The trick, of course, is that they were playing to
beat the game (and no, I'm not talking about the reviewers, so please put away your Penny Arcade links). This is not a game to be beaten -- it is a game to be
played. I can only imagine that people who approach Mass Effect as a fairly straightforward action game probably hate it, because the "action" portions are... well, let's be charitable. They're pretty damn awful. It kind of tries to be a shooter but feels like
Gears of War as programmed by a first year comp-sci student; it's rooted in the RPG genre but lacks the input and feedback necessary to work effectively as one of those, too. When the bullets start flying, Mass Effect turns into an infuriating mess. Especially in tight corridors.
Fortunately, that is a very tiny portion of the game, and it seems to be pretty easy to level up a bit with skirmishes that make better use of the battle system -- all those extra planets to explore usually have a few encounters in wide open areas, and my Infiltrator-class Shepard is a pretty good shot with a sniper rifle, neatly letting me take potshots from cover. So that's good. It helps me appreciate what
works about the game -- namely, everything else, and most of all the actual
role-playing part.
So many sidequests, and so many possible outcomes -- it's really quite impressive, especially the fluidity of the conversation system. I've seen more than a few
movies that feel more stilted and unnatural than the branching dialogue in Mass Effect. Like I said a few days ago on 1UP Yours, it has some of the best writing I've seen in a game, and the spoken delivery sells it. I've essentially been playing my own personality (i.e. avoiding Renegade options whenever possible), but I have explored a few different outcomes to various situations and can't help but be impressed by how differently they work out. Pick the Paragon option when a smuggler asks you to help him curtail the law and Shepard speaks with sharp indignation; break the law and she (or he, if you prefer) behaves furtively, eyes shifting left and right. (Or you could rip off the smuggler and sell his contraband directly to its intended buyer for even more cash.)

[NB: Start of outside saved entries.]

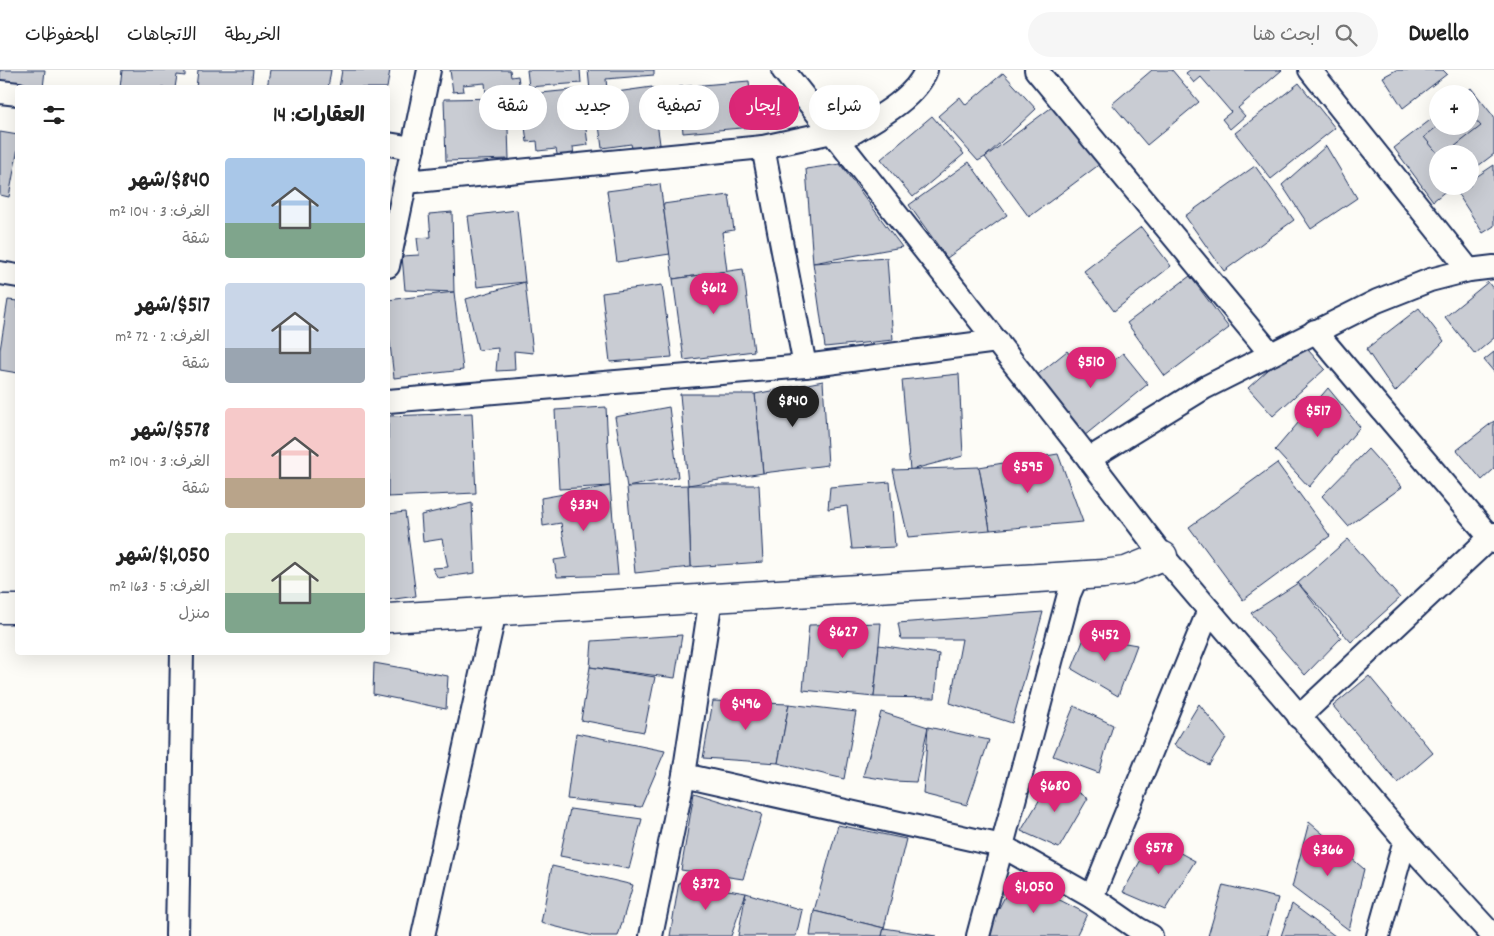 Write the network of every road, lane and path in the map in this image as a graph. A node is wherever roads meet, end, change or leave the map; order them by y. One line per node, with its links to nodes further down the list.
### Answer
1 (429, 70): 11 (street)
2 (783, 70): 8 (street)
3 (926, 70): 8 (street)
4 (1036, 70): 20 (street)
5 (1310, 70): 15 (street)
6 (0, 92): 7 (street)
7 (15, 94)
8 (835, 136): 10 (street); 19 (street)
9 (390, 144): 11 (street)
10 (763, 147): 12 (street); 21 (street)
11 (413, 148): 12 (street)
12 (406, 182): 13 (street)
13 (390, 257)
14 (1494, 267): 15 (street)
15 (1469, 270): 18 (street)
16 (0, 273): 17 (street)
17 (15, 276)
18 (1315, 331): 20 (street); 24 (street)
19 (997, 341): 21 (street); 23 (street)
20 (1270, 353): 23 (street)
21 (804, 366): 22 (street)
22 (390, 401)
23 (1089, 459): 25 (street)
24 (1493, 538): 34 (street)
25 (1163, 556): 26 (street); 30 (street)
26 (1077, 576): 27 (street); 37 (street)
27 (711, 598): 31 (street); 35 (street)
28 (0, 609): 29 (street)
29 (15, 609)
30 (1209, 610): 34 (street); 38 (street)
31 (495, 611): 32 (street); 40 (street)
32 (390, 618)
33 (182, 655): 39 (street)
34 (1299, 717): 36 (street)
35 (684, 775): 37 (street); 41 (street)
36 (1405, 840): 44 (street); 45 (street)
37 (1002, 846): 38 (street); 42 (street)
38 (1092, 897): 43 (street)
39 (177, 936)
40 (422, 936)
41 (651, 936)
42 (978, 936)
43 (1151, 936)
44 (1378, 936)
45 (1493, 936)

It's a huge, involving game -- not the best game I've played all year, since the combat feels so poorly conceived. But it's certainly the most ambitious, and it's a must-play for anyone who enjoys good, thoughtful writing. Like
Final Fantasy XII, this is another of those games that makes it impossible to go back to the middling console RPG experience Japan's been feeding us for the past decade or so.